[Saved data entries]
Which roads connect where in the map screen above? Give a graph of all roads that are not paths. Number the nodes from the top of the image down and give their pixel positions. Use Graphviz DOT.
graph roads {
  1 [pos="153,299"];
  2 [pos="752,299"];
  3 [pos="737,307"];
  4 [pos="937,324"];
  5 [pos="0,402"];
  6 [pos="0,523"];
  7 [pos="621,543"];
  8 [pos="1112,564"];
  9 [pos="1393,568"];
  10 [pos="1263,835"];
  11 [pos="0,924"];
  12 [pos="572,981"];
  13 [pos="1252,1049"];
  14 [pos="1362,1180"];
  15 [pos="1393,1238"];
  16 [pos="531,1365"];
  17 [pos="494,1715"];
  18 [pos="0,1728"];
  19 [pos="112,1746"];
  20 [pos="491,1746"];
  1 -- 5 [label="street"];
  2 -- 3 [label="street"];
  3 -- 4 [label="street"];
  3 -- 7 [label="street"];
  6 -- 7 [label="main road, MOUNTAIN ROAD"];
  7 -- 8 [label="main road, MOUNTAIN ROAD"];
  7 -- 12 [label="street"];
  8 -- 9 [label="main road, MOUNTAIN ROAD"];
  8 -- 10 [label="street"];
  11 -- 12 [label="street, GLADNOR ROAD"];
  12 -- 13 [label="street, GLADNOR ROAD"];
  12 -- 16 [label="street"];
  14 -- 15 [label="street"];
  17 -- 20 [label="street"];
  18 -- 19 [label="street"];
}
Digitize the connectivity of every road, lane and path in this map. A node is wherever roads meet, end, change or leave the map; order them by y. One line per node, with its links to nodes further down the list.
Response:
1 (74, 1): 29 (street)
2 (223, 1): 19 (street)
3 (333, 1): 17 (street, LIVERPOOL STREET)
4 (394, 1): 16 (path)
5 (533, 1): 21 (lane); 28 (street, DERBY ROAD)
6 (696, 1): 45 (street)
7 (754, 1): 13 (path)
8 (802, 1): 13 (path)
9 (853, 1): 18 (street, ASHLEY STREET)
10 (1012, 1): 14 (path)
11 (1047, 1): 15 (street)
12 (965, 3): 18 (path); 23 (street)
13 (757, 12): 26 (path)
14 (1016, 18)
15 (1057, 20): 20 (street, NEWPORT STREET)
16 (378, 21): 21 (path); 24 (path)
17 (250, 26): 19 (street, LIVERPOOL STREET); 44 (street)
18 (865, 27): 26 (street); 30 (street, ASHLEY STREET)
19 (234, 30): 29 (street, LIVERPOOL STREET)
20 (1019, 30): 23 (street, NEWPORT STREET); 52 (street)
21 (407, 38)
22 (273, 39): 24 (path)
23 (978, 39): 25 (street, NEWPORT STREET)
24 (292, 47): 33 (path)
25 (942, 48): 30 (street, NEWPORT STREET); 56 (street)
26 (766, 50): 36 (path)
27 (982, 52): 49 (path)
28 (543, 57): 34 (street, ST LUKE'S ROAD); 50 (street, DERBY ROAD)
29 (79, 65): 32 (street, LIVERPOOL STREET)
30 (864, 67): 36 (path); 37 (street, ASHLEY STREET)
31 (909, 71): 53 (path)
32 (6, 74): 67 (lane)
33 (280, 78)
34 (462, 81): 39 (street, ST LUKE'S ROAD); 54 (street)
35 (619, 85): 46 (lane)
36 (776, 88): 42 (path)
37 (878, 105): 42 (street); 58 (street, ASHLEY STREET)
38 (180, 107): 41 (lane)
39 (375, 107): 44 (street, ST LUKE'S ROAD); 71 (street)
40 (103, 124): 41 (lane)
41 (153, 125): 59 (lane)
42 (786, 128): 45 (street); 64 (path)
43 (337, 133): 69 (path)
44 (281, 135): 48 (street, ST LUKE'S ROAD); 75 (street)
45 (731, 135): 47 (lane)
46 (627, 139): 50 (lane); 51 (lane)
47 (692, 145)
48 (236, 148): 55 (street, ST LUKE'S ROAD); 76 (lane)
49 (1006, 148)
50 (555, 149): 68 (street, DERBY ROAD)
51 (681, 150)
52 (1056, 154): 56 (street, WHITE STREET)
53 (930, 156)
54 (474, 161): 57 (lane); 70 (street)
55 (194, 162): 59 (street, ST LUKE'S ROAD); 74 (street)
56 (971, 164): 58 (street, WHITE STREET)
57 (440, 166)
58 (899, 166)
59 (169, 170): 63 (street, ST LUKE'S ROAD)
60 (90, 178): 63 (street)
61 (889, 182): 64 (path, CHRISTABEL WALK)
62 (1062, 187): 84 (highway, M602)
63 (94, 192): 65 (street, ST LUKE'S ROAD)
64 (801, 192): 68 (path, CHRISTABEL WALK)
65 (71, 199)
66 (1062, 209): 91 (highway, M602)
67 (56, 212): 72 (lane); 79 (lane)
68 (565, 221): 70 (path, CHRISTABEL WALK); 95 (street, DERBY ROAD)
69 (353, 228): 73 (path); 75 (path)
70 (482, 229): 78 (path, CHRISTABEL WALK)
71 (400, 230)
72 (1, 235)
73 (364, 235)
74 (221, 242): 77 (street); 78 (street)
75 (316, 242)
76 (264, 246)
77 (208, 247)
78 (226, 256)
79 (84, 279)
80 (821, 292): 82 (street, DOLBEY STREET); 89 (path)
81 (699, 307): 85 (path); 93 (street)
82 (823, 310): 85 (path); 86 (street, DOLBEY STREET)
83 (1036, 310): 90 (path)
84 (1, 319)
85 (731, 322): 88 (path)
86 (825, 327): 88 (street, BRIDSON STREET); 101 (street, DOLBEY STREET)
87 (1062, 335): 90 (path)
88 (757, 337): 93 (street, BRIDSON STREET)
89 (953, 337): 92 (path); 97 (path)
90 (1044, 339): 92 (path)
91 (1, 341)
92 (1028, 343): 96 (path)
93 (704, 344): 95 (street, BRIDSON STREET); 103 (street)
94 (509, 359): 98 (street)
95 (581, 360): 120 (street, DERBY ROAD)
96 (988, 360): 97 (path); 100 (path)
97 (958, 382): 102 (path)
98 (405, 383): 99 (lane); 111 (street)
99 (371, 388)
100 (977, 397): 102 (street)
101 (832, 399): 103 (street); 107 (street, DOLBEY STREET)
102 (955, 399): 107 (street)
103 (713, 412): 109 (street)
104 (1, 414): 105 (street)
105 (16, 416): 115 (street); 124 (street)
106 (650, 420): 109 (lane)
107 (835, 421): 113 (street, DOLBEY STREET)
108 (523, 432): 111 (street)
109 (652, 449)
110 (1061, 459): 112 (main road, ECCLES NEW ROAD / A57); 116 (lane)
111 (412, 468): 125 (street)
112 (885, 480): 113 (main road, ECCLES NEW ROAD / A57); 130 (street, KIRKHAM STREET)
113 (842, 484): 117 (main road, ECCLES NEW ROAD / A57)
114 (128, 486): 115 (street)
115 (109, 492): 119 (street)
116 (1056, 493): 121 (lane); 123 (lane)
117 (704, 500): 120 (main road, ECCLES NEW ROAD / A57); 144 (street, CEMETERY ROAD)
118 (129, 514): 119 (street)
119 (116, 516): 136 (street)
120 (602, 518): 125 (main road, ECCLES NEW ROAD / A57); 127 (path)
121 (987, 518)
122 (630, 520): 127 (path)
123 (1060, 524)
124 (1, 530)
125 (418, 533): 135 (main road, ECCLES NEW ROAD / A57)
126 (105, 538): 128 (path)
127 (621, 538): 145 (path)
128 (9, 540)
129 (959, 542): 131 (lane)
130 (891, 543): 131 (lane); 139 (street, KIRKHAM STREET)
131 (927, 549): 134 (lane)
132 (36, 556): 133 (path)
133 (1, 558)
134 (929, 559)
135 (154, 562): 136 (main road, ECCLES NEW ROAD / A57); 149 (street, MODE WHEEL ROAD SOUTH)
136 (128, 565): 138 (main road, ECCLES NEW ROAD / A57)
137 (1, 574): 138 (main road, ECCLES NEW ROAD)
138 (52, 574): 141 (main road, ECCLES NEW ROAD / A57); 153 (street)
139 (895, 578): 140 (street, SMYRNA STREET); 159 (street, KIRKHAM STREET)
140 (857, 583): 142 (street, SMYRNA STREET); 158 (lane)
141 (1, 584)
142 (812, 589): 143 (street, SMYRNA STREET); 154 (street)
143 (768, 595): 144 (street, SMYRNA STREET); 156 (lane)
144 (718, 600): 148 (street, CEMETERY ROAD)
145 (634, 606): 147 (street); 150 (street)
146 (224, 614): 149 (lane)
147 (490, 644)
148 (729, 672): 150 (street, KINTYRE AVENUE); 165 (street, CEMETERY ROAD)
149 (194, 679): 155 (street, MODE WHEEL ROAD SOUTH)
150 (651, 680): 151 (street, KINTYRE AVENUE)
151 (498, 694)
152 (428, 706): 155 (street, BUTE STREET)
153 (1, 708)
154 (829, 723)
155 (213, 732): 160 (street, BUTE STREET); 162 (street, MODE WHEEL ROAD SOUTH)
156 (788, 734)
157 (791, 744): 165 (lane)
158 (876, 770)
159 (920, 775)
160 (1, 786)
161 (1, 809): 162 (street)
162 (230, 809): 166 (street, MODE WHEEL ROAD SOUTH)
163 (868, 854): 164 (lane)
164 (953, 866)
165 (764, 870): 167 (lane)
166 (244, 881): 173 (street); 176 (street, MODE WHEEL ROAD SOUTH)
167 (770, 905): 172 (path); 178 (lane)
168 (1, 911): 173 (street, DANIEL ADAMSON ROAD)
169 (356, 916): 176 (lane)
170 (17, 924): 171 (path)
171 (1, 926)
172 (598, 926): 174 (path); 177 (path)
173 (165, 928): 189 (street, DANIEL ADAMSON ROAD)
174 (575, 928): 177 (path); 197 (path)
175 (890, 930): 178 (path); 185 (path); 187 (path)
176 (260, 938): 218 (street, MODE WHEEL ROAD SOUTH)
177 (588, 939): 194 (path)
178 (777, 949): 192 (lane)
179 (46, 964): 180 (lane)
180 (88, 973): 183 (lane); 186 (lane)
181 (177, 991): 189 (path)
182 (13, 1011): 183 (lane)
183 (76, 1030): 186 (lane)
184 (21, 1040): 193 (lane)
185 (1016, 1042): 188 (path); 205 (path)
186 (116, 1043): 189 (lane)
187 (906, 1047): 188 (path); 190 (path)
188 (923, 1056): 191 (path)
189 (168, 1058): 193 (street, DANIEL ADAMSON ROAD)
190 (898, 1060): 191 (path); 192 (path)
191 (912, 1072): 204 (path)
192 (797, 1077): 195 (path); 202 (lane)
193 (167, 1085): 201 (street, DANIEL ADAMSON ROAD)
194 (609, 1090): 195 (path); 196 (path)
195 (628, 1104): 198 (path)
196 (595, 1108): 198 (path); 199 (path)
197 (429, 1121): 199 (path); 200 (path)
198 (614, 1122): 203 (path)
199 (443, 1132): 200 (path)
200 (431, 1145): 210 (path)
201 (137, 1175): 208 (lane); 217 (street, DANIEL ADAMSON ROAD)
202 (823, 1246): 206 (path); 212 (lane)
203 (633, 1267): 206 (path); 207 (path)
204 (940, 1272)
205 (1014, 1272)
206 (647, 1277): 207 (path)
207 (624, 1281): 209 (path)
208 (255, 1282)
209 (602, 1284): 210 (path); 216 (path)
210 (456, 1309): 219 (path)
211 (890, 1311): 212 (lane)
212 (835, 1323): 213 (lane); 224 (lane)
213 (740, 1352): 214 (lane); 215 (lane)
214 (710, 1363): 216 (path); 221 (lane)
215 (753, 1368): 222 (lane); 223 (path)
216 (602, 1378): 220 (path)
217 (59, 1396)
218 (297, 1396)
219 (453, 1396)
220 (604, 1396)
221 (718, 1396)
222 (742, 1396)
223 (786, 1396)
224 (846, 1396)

## EXERCISE PROMPT
Once you find the string "ASHLEY" in a line of the records, copy that line.

## TASK RESULT
9 (853, 1): 18 (street, ASHLEY STREET)
18 (865, 27): 26 (street); 30 (street, ASHLEY STREET)
30 (864, 67): 36 (path); 37 (street, ASHLEY STREET)
37 (878, 105): 42 (street); 58 (street, ASHLEY STREET)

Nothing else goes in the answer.